**What to work on:** Within the data below, state how many lines contain the string "dead". Provide the number only.

Start of Data provided

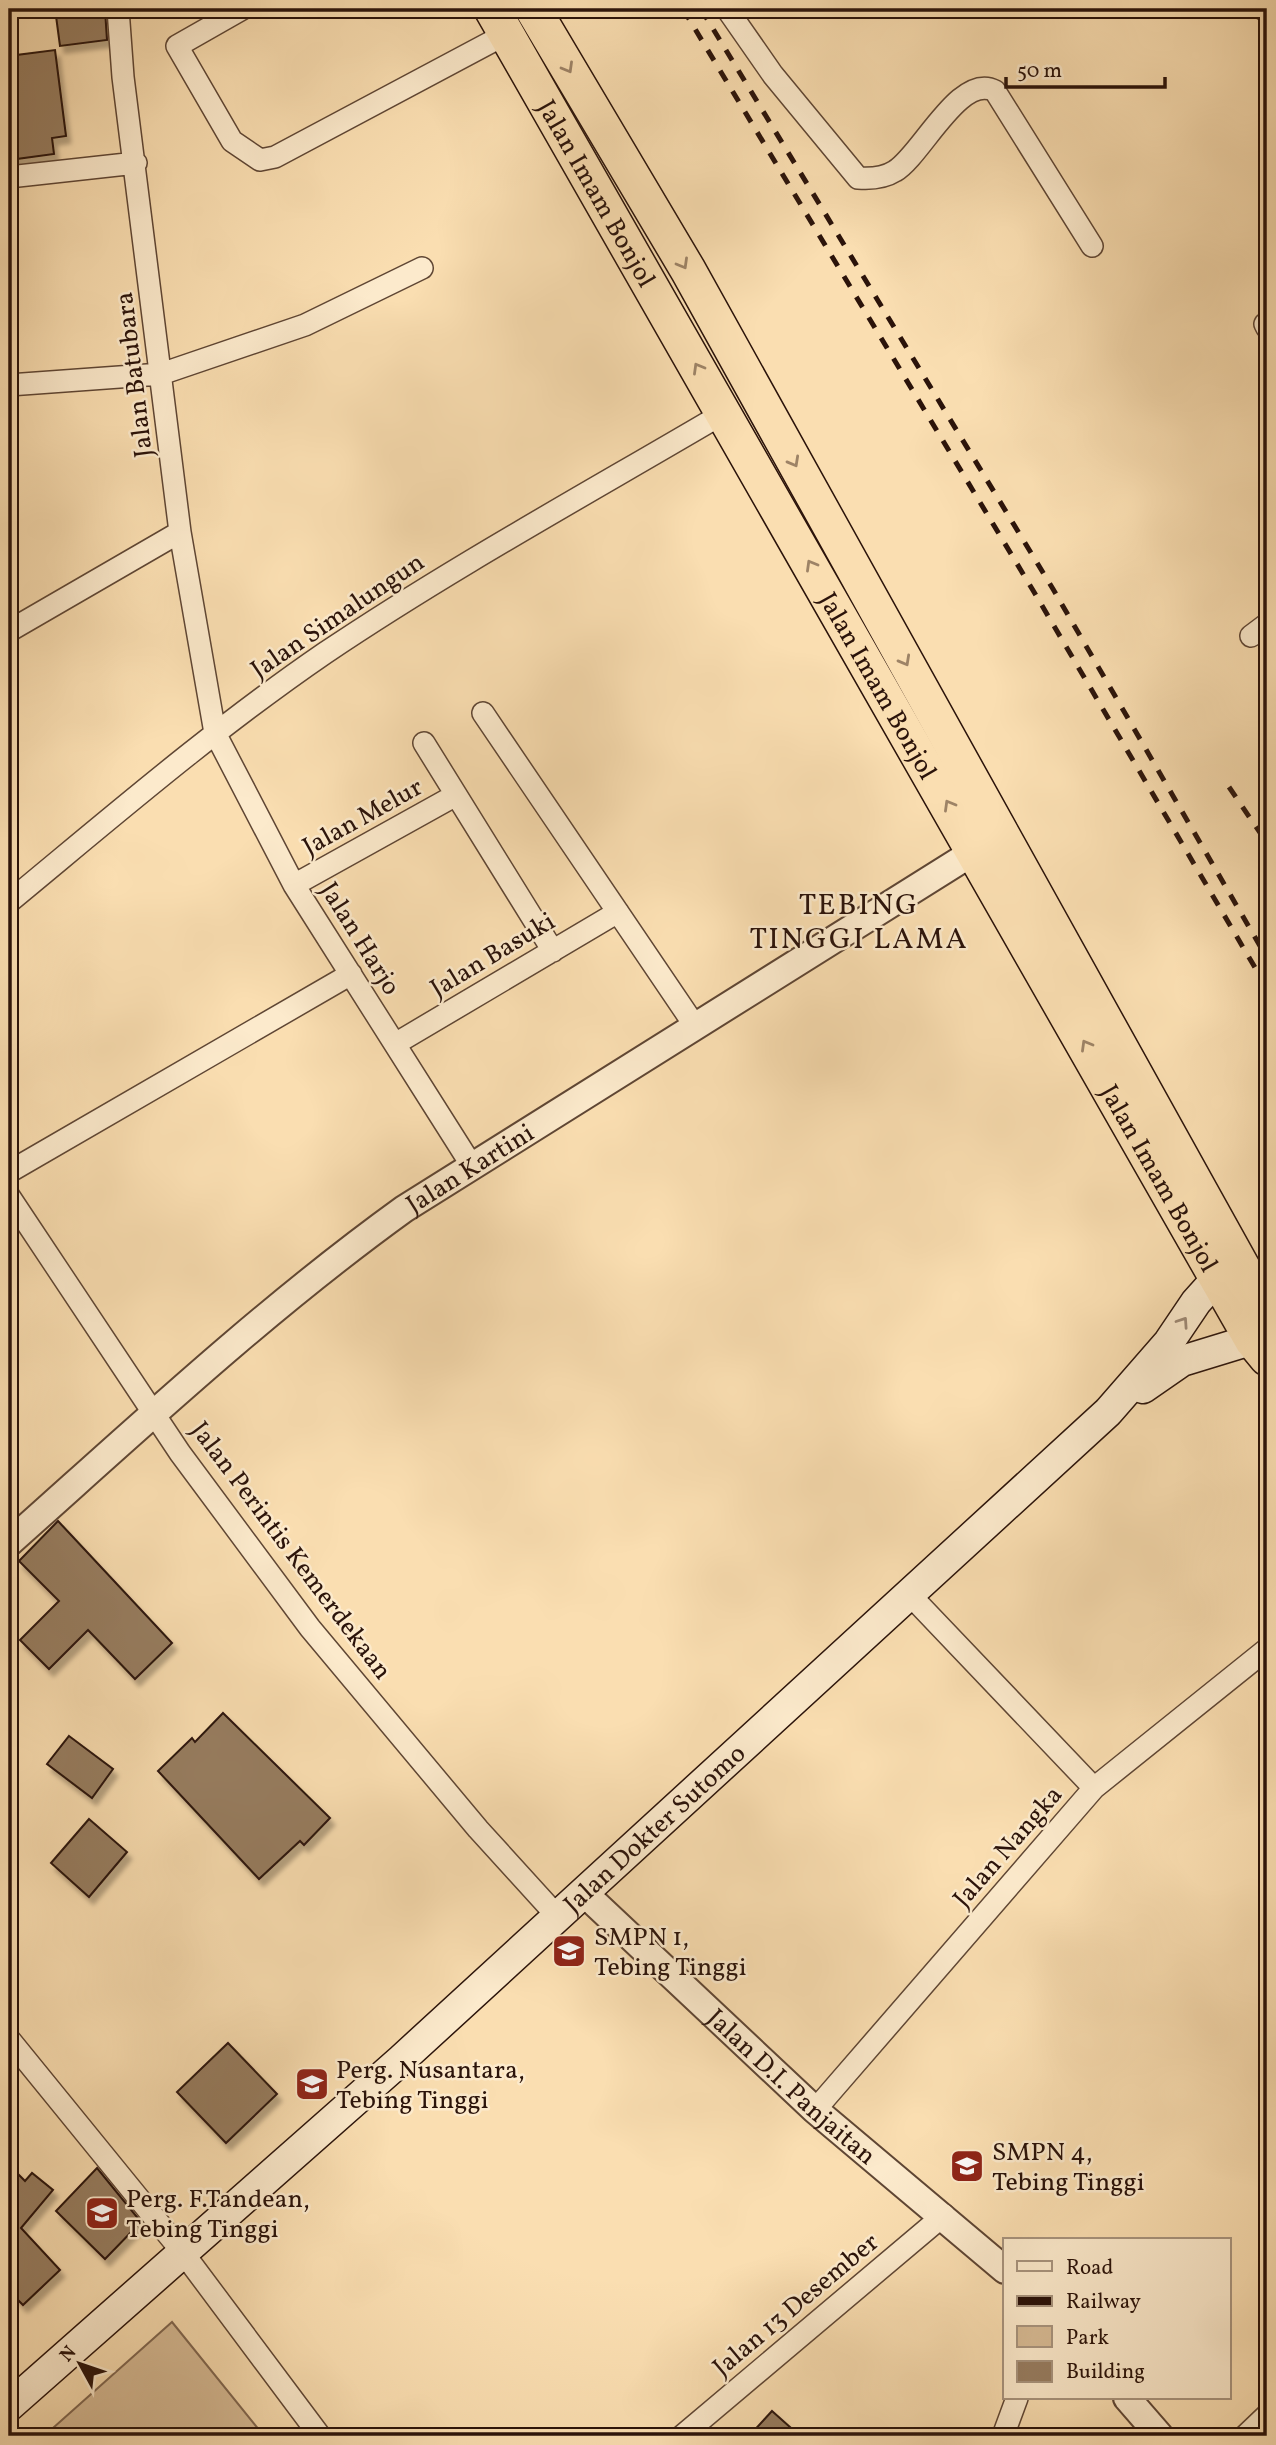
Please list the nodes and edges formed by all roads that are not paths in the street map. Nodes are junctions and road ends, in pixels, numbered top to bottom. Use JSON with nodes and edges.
{"nodes":[{"id":1,"x":118,"y":9,"type":"edge"},
{"id":2,"x":242,"y":9,"type":"edge"},
{"id":3,"x":533,"y":9,"type":"edge"},
{"id":4,"x":727,"y":9,"type":"edge"},
{"id":5,"x":499,"y":21,"type":"edge"},
{"id":6,"x":136,"y":163,"type":"junction"},
{"id":7,"x":9,"y":177,"type":"edge"},
{"id":8,"x":1092,"y":246,"type":"dead end"},
{"id":9,"x":422,"y":268,"type":"dead end"},
{"id":10,"x":161,"y":374,"type":"junction"},
{"id":11,"x":9,"y":385,"type":"edge"},
{"id":12,"x":724,"y":413,"type":"junction"},
{"id":13,"x":180,"y":532,"type":"junction"},
{"id":14,"x":9,"y":631,"type":"edge"},
{"id":15,"x":483,"y":713,"type":"dead end"},
{"id":16,"x":215,"y":733,"type":"junction"},
{"id":17,"x":424,"y":743,"type":"dead end"},
{"id":18,"x":456,"y":795,"type":"junction"},
{"id":19,"x":989,"y":843,"type":"junction"},
{"id":20,"x":294,"y":885,"type":"junction"},
{"id":21,"x":9,"y":902,"type":"edge"},
{"id":22,"x":618,"y":912,"type":"junction"},
{"id":23,"x":553,"y":951,"type":"junction"},
{"id":24,"x":351,"y":974,"type":"junction"},
{"id":25,"x":695,"y":1026,"type":"junction"},
{"id":26,"x":395,"y":1044,"type":"junction"},
{"id":27,"x":472,"y":1166,"type":"junction"},
{"id":28,"x":9,"y":1172,"type":"edge"},
{"id":29,"x":9,"y":1196,"type":"edge"},
{"id":30,"x":1227,"y":1266,"type":"junction"},
{"id":31,"x":1264,"y":1337,"type":"edge"},
{"id":32,"x":1108,"y":1412,"type":"junction"},
{"id":33,"x":155,"y":1413,"type":"junction"},
{"id":34,"x":9,"y":1544,"type":"edge"},
{"id":35,"x":911,"y":1596,"type":"junction"},
{"id":36,"x":1267,"y":1649,"type":"edge"},
{"id":37,"x":1094,"y":1788,"type":"junction"},
{"id":38,"x":584,"y":1893,"type":"junction"},
{"id":39,"x":558,"y":1917,"type":"junction"},
{"id":40,"x":9,"y":2039,"type":"edge"},
{"id":41,"x":815,"y":2109,"type":"junction"},
{"id":42,"x":944,"y":2215,"type":"junction"},
{"id":43,"x":184,"y":2254,"type":"junction"},
{"id":44,"x":1003,"y":2268,"type":"edge"},
{"id":45,"x":1016,"y":2400,"type":"edge"},
{"id":46,"x":1129,"y":2400,"type":"edge"},
{"id":47,"x":9,"y":2406,"type":"edge"},
{"id":48,"x":1267,"y":2415,"type":"edge"},
{"id":49,"x":320,"y":2436,"type":"edge"},
{"id":50,"x":682,"y":2436,"type":"edge"},
{"id":51,"x":1003,"y":2436,"type":"edge"},
{"id":52,"x":1160,"y":2436,"type":"edge"},
{"id":53,"x":1245,"y":2436,"type":"edge"}],
"edges":[{"from":1,"to":6,"type":"street","name":"Jalan Batubara"},
{"from":2,"to":5,"type":"street"},
{"from":3,"to":19,"type":"highway","name":"Jalan Imam Bonjol","one_way":true},
{"from":4,"to":8,"type":"street"},
{"from":12,"to":5,"type":"highway","name":"Jalan Imam Bonjol","one_way":true},
{"from":6,"to":7,"type":"street"},
{"from":6,"to":10,"type":"street","name":"Jalan Batubara"},
{"from":9,"to":10,"type":"street"},
{"from":10,"to":11,"type":"street"},
{"from":10,"to":13,"type":"street","name":"Jalan Batubara"},
{"from":12,"to":16,"type":"street","name":"Jalan Simalungun"},
{"from":19,"to":12,"type":"highway","name":"Jalan Imam Bonjol","one_way":true},
{"from":13,"to":14,"type":"street"},
{"from":13,"to":16,"type":"street","name":"Jalan Batubara"},
{"from":15,"to":22,"type":"street"},
{"from":16,"to":20,"type":"street","name":"Jalan Harjo"},
{"from":16,"to":21,"type":"street","name":"Jalan Simalungun"},
{"from":17,"to":18,"type":"street"},
{"from":18,"to":20,"type":"street","name":"Jalan Melur"},
{"from":18,"to":23,"type":"street"},
{"from":19,"to":25,"type":"street","name":"Jalan Kartini"},
{"from":19,"to":30,"type":"highway","name":"Jalan Imam Bonjol"},
{"from":20,"to":24,"type":"street","name":"Jalan Harjo"},
{"from":22,"to":23,"type":"street","name":"Jalan Basuki"},
{"from":22,"to":25,"type":"street"},
{"from":23,"to":26,"type":"street","name":"Jalan Basuki"},
{"from":24,"to":26,"type":"street","name":"Jalan Harjo"},
{"from":24,"to":28,"type":"street"},
{"from":25,"to":27,"type":"street","name":"Jalan Kartini"},
{"from":26,"to":27,"type":"street","name":"Jalan Harjo"},
{"from":27,"to":33,"type":"street","name":"Jalan Kartini"},
{"from":29,"to":33,"type":"street","name":"Jalan Perintis Kemerdekaan"},
{"from":30,"to":31,"type":"highway","name":"Jalan Imam Bonjol"},
{"from":32,"to":30,"type":"main road","name":"Jalan Dokter Sutomo","one_way":true},
{"from":31,"to":32,"type":"main road","name":"Jalan Dokter Sutomo"},
{"from":32,"to":35,"type":"main road","name":"Jalan Dokter Sutomo"},
{"from":33,"to":34,"type":"street","name":"Jalan Kartini"},
{"from":33,"to":39,"type":"street","name":"Jalan Perintis Kemerdekaan"},
{"from":35,"to":37,"type":"street","name":"Jalan Nangka"},
{"from":35,"to":38,"type":"main road","name":"Jalan Dokter Sutomo"},
{"from":36,"to":37,"type":"street"},
{"from":37,"to":41,"type":"street","name":"Jalan Nangka"},
{"from":38,"to":39,"type":"main road","name":"Jalan Dokter Sutomo"},
{"from":38,"to":41,"type":"street","name":"Jalan D.I. Panjaitan"},
{"from":39,"to":43,"type":"main road","name":"Jalan Dokter Sutomo"},
{"from":40,"to":43,"type":"street"},
{"from":41,"to":42,"type":"street","name":"Jalan D.I. Panjaitan"},
{"from":42,"to":44,"type":"street","name":"Jalan D.I. Panjaitan"},
{"from":42,"to":50,"type":"street","name":"Jalan 13 Desember"},
{"from":43,"to":47,"type":"main road","name":"Jalan Dokter Sutomo"},
{"from":43,"to":49,"type":"street"},
{"from":45,"to":51,"type":"street"},
{"from":46,"to":52,"type":"street"},
{"from":48,"to":53,"type":"street"}]}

End of Data provided

**Task result:** 4